Ha sido tal el descalabro que estas prácticas se han diseminado a todo nivel, en cada jurisdicción. Aparecen a nivel nacional, provincial y municipal, en muchos casos complementándose para sofisticar más aún el ya fastidioso recorrido y triplicando gestiones en diferentes organismos para conseguir permisos afines, que además se obtienen con métodos antiguos exentos de la modernidad que hoy la tecnología podría evitar.
Soplan nuevos vientos y ese andamiaje ha entrado en zona de riesgo. Muchos se han percatado que la maquinaria burocrática es aliada del chantaje y que para destruir o al menos minimizar su poderío no solo es vital simplificar lo que está vigente sino también abolir aspectos de ese enjambre normativo que agobia, enreda y abruma a los ciudadanos.

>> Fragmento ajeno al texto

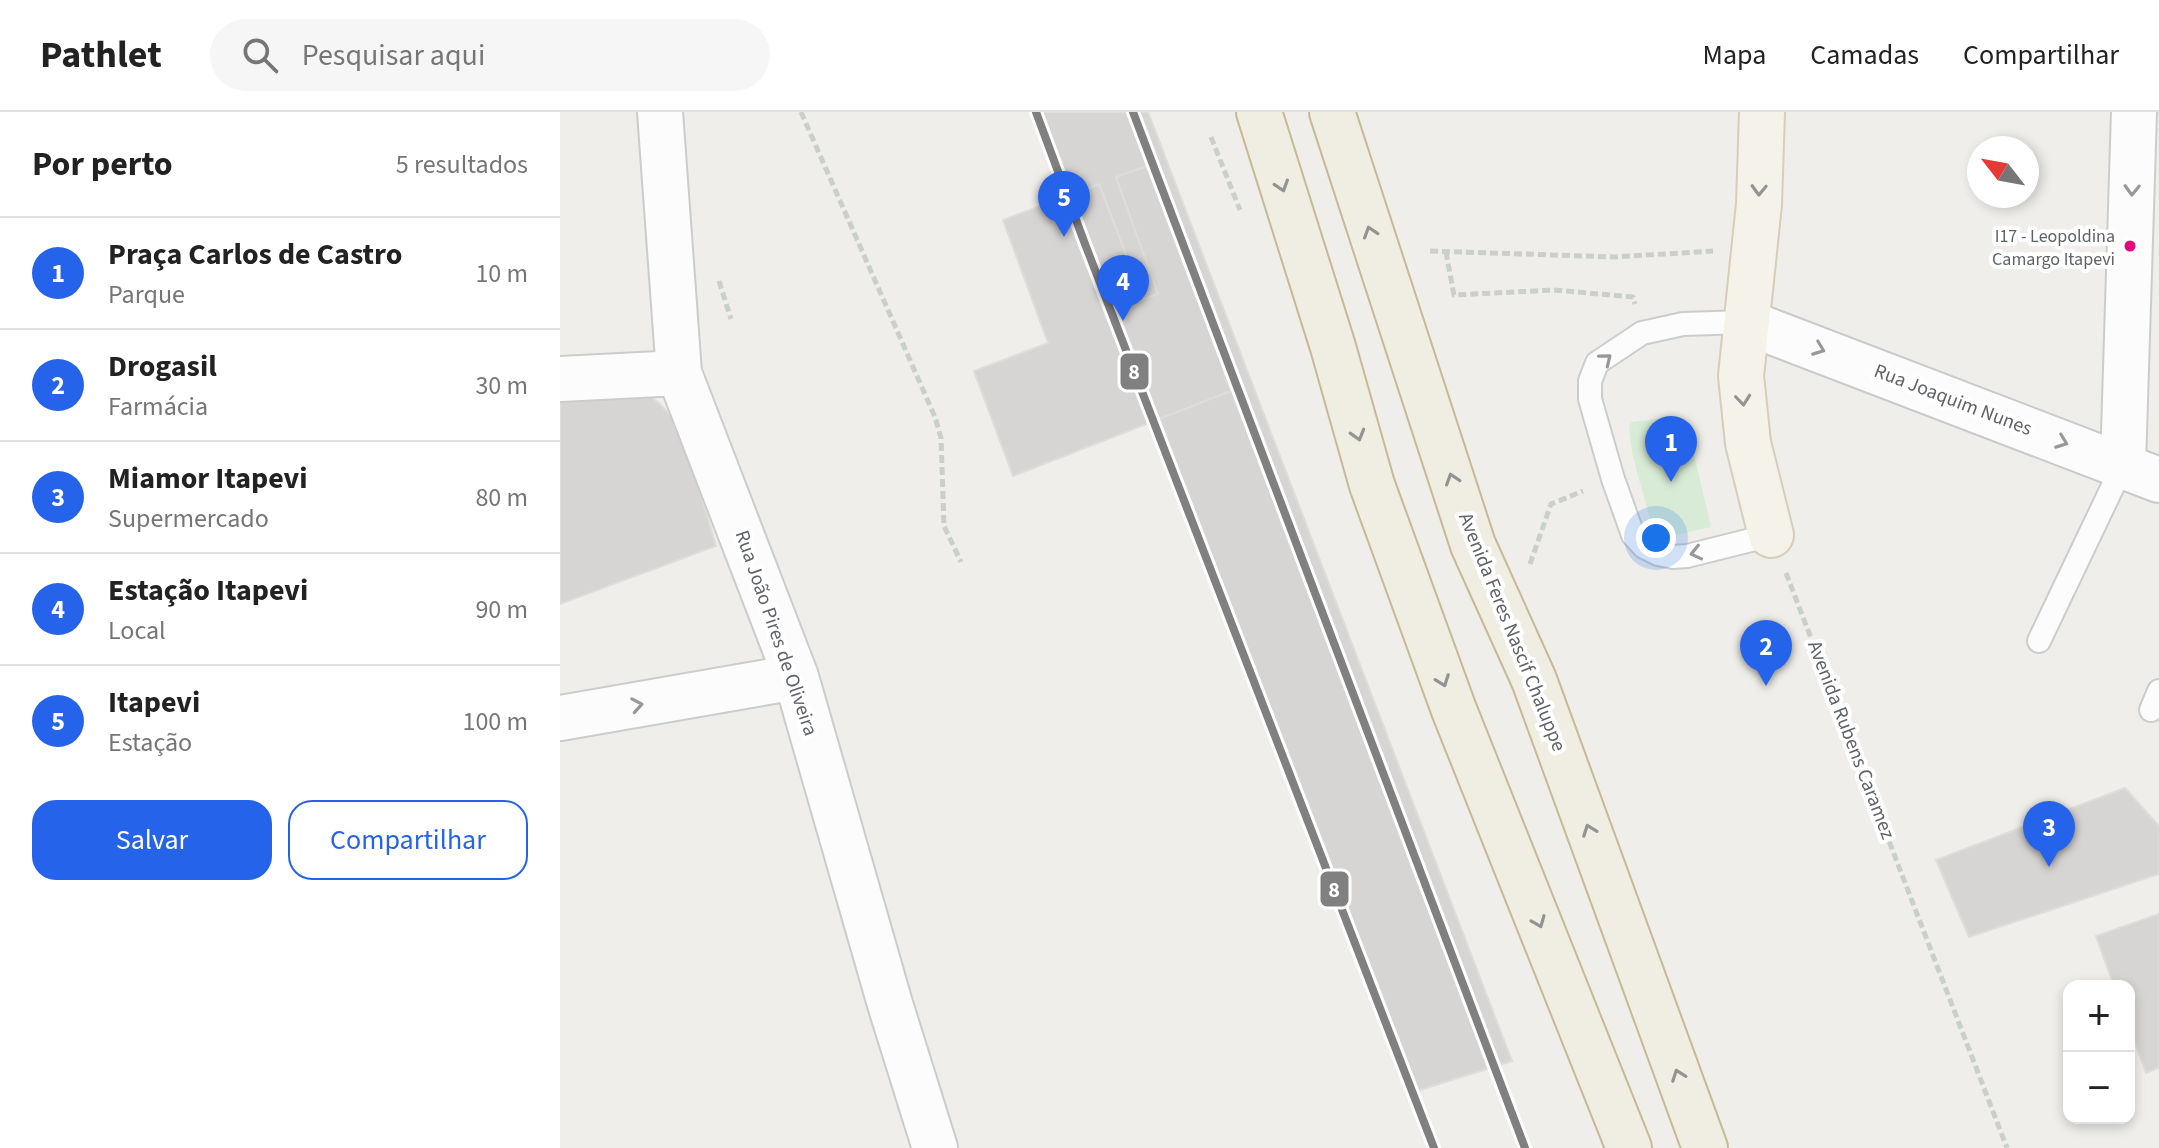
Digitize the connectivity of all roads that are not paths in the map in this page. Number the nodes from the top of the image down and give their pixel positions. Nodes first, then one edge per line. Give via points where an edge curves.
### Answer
1 (660, 112) edge
2 (1259, 112) edge
3 (1332, 112) edge
4 (1762, 112) edge
5 (2134, 112) edge
6 (1746, 322) junction
7 (679, 373) junction
8 (560, 379) edge
9 (2141, 472) edge
10 (1771, 535) joint
11 (2039, 641) dead end
12 (796, 677) junction
13 (560, 718) edge
14 (935, 1148) edge
15 (1629, 1148) edge
16 (1705, 1148) edge

1 - 7 street, Rua João Pires de Oliveira
2 -> 15 highway via 1372,485 1454,710
16 -> 3 highway, Avenida Feres Nascif Chaluppe via 1534,680 1473,545
4 -> 6 main road
5 -> 9 street
6 -> 9 street, Rua Joaquim Nunes
6 -> 10 main road via 1741,376 1748,443
10 -> 6 lane via 1687,556 1644,547 1633,535 1590,399 1597,363 1642,333 1683,324
7 - 8 street
7 - 12 street, Rua João Pires de Oliveira
9 - 11 lane
13 -> 12 street
12 - 14 street, Rua João Pires de Oliveira

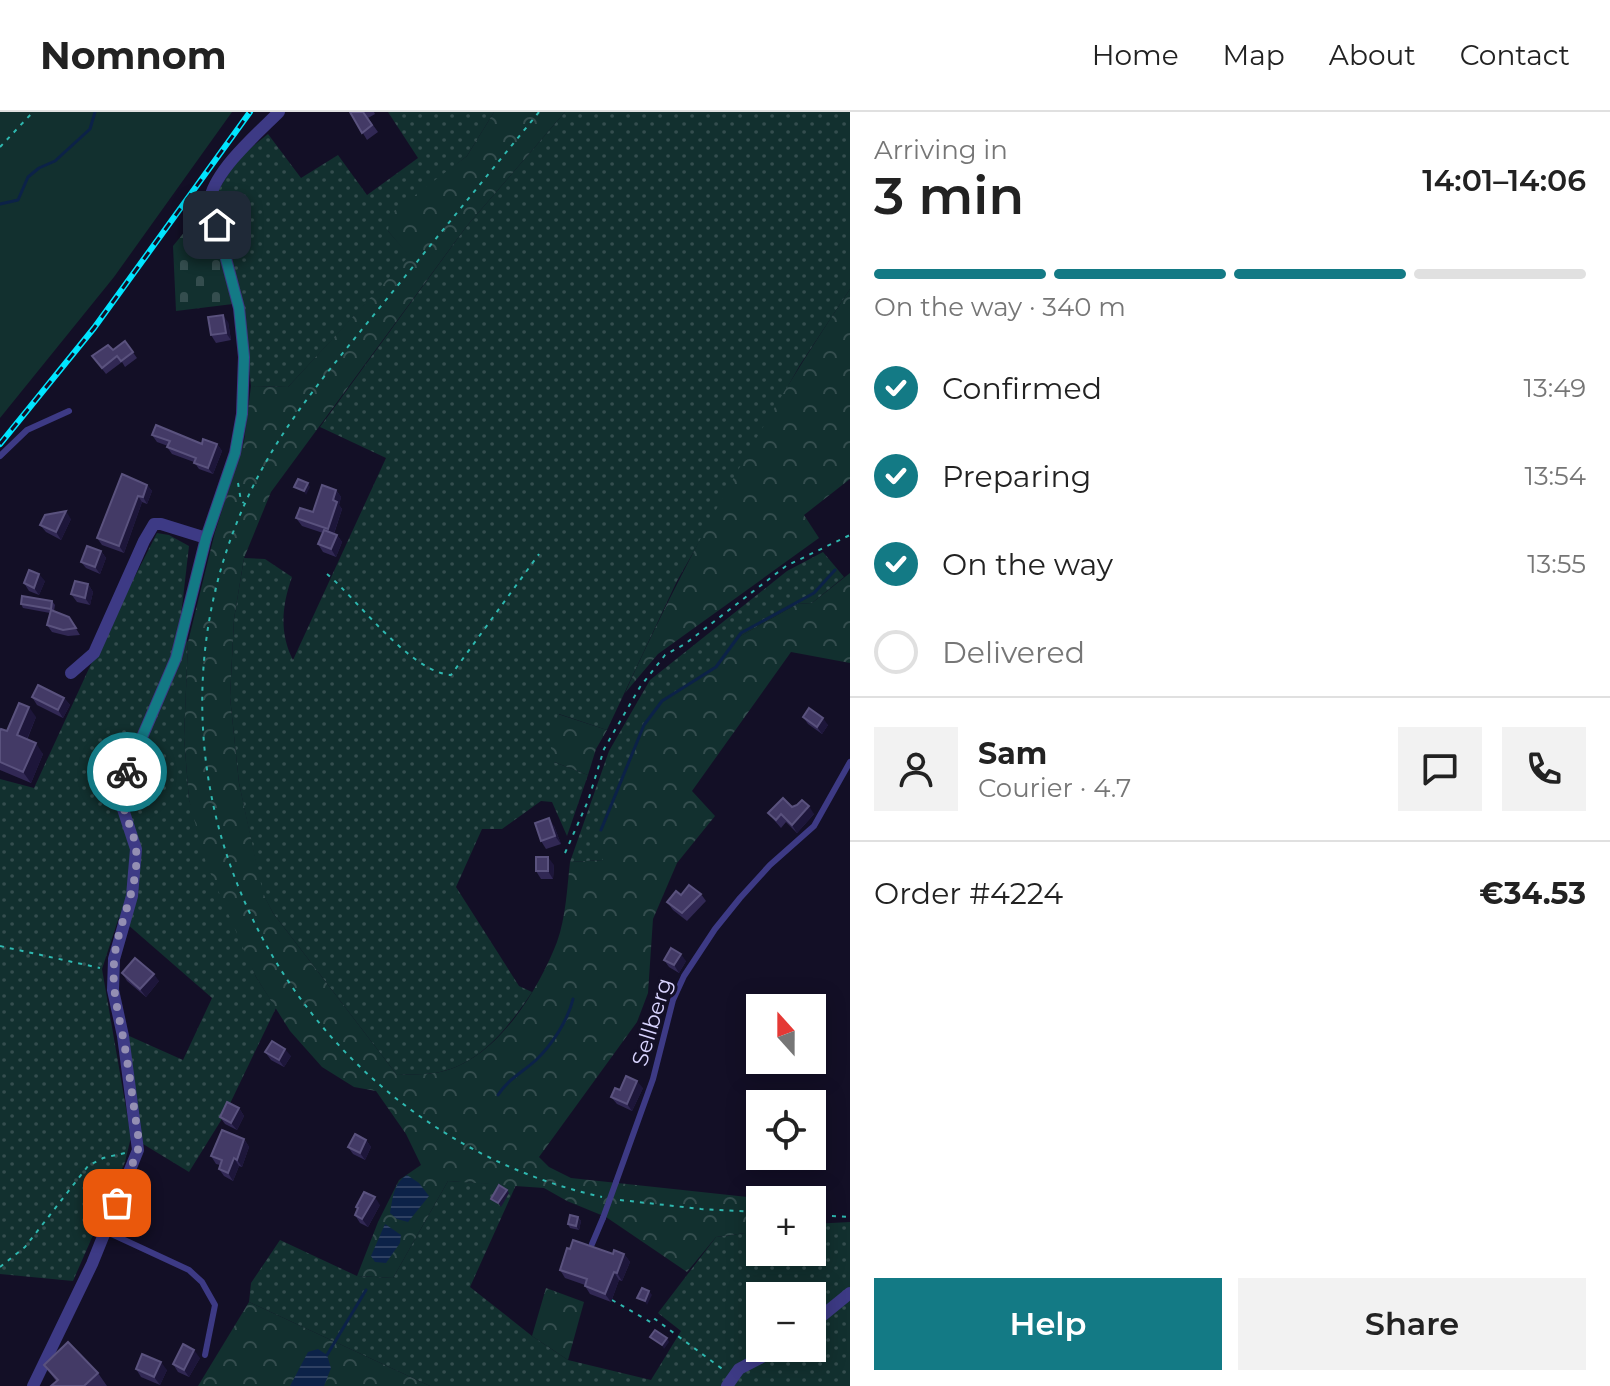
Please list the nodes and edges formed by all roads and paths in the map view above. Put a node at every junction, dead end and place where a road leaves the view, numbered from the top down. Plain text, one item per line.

La sociedad civil debería ser parte de este operativo que tiene como objetivo desmantelar los cimientos de esta tragedia contemporánea. Relatar lo que no funciona, denunciarlo públicamente con liviandad y espantarse ante el paisaje no es suficiente. Es clave identificar cada eslabón de esta cadena para luego poder desarmarlo sin contemplaciones.
Cada inciso o artículo, cada resolución o disposición, cada ordenanza o ley, cada decreto que se extingue es un alivio para todos, es un lugar menos por donde pueden pasar los parásitos que diseñaron la trampa ideológica que edificaron para vivir a expensas de los que producen.
Hay mucho por hacer al respecto y no es saludable que solamente los políticos se ocupen del asunto. El rol protagónico de la comunidad es central. Ellos son los que sufren este desmadre. Es a ellos a quienes esquilman ocultos detrás de la “santa ley”. Por eso es esencial involucrarse, para que este proceso que afortunadamente ya arrancó, no se detenga. Alimentar esta maquinaria para acabar con los delincuentes con guantes blancos debería ser un fin en sí mismo.
Habrá que hacerse cargo de la cantidad de tiempo transcurrido conviviendo con este perverso esquema al que algún día había que decirle basta sin eufemismos. Parece ser esta una gran ocasión. Dependerá del talento cívico, aceptar el desafío y liderar esta oportunidad histórica.